Annie was sitting at the kitchen table; her hands wrapped round a steaming mug of tea. She looked wan and oddly shrunken.

‘Not started breakfast yet, Nell. That fog yesterday, I feel quite drained by it. It will take me another couple of mugs before I get going this morning.’  

The throw-away comment brought a memory to the surface. On Nell’s first morning she had asked her grandmother why she drank so much tea. 

‘Oh, I don’t know, Nelly. But I do know this. Tea flows through my veins. No blood, just tea: strong, sugary Indian tea. You wait and see what comes out when I cut myself.’ 

With a flush of emotion, she remembered how she had watched her grandmother intently, day after day, chopping and slicing in the kitchen, wondering if she would ever get so see the hot steamy tea flowing from her veins. She never did. At times the knife would move so fast it became a silver blur in her grandmother’s hand, but the old lady never once cut herself.

 Suddenly, Nell felt so plump and ripe with love, she wondered if she might burst. As she headed towards the door, she stopped, bent down and kissed her grandmother’s downy cheek. It was powdery and dry and smelt of violets. She had never, in all the years spent with Annie, kissed her before. 

‘My, my, Nell. What’s all this?’ the old lady said. Her voice was gruff, but her eyes were as soft and guileless as a new-born’s.

            ‘Just felt like it, Grannie, silly. You take your time. I’m popping out for some fresh air anyway. I’ll just be on the green. Call me when breakfast is ready.’

Outside, little curls of mist rose from the grass in ghostly white ringlets.
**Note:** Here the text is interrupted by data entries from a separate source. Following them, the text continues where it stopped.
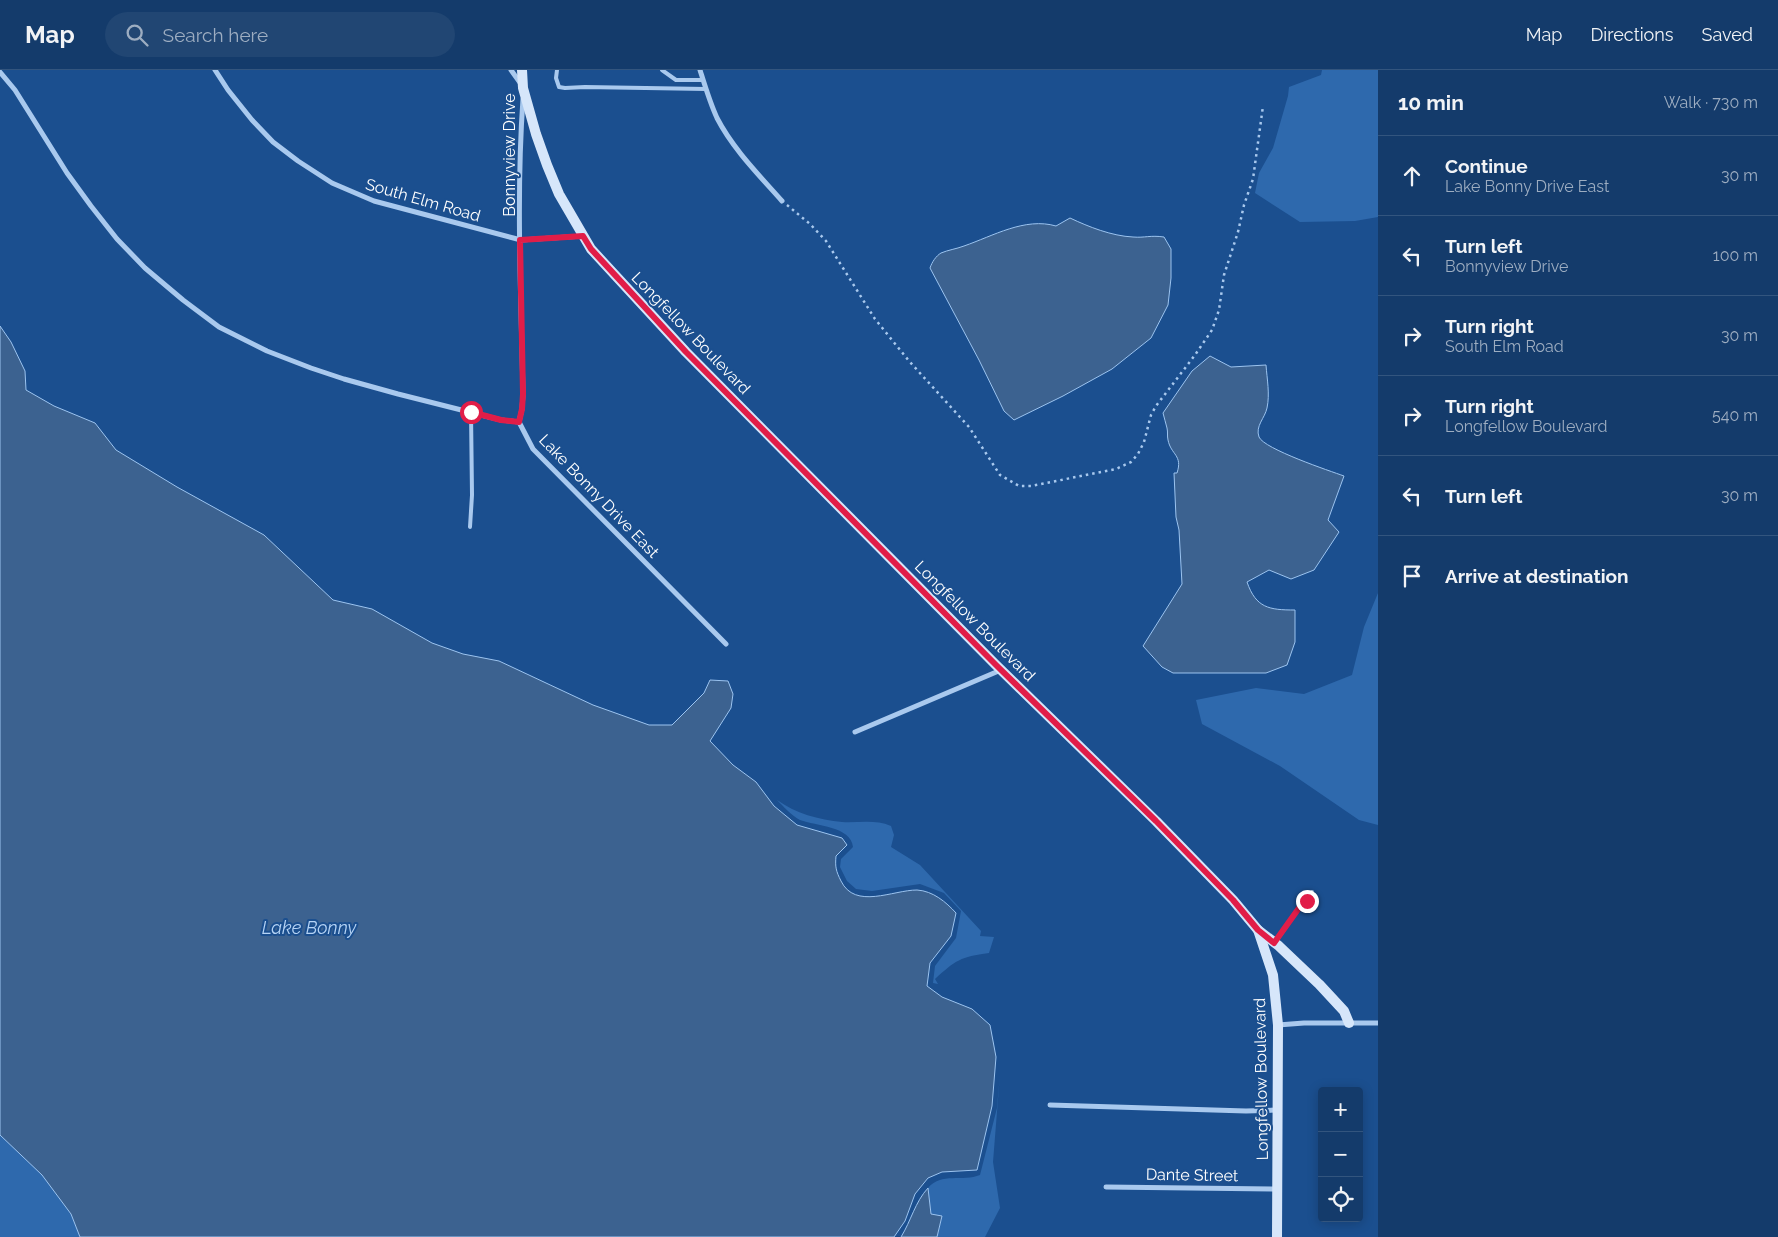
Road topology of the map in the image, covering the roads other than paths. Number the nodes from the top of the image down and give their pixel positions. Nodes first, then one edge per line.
1 (214, 70) edge
2 (511, 70) edge
3 (522, 70) edge
4 (556, 70) edge
5 (662, 70) edge
6 (700, 70) edge
7 (0, 72) edge
8 (703, 80) junction
9 (523, 88) junction
10 (706, 89) junction
11 (782, 201) road end
12 (583, 236) junction
13 (520, 240) junction
14 (471, 412) junction
15 (519, 422) junction
16 (470, 527) dead end
17 (726, 644) dead end
18 (1001, 670) junction
19 (855, 732) dead end
20 (1312, 892) dead end
21 (1258, 930) junction
22 (1274, 943) junction
23 (1349, 1023) junction
24 (1378, 1023) edge
25 (1278, 1025) junction
26 (1050, 1105) dead end
27 (1277, 1110) junction
28 (1106, 1187) dead end
29 (1277, 1189) junction
30 (1277, 1237) edge

1 - 13 street, South Elm Road
2 - 9 street, Bonnyview Drive
3 - 9 street, Longfellow Boulevard
4 - 10 lane
5 - 8 lane
6 - 8 street
7 - 14 street
8 - 10 street
9 - 12 street, Longfellow Boulevard
9 - 13 street, Bonnyview Drive
10 - 11 street
12 - 13 street, South Elm Road
12 - 18 street, Longfellow Boulevard
13 - 15 street, Bonnyview Drive
14 - 15 street
14 - 16 lane
15 - 17 street, Lake Bonny Drive East
18 - 19 street
18 - 21 street, Longfellow Boulevard
20 - 22 lane
21 - 22 street
21 - 25 street, Longfellow Boulevard
22 - 23 street
23 - 24 street
23 - 25 street
25 - 27 street, Longfellow Boulevard
26 - 27 street
27 - 29 street, Longfellow Boulevard
28 - 29 street, Dante Street
29 - 30 street, Longfellow Boulevard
The air smelt loamy and damp, but the sun was rising, scattering a silvery light over the sea. The grey man was on his bench. He was smoking a cigarette, but his eyes were still on the sheets of paper held in his left hand. As she walked closer, Nell sensed his focus, his intent. The thought occurred to her that he had a quest of his own. She prayed that he would have time for her, time for Ferdinand.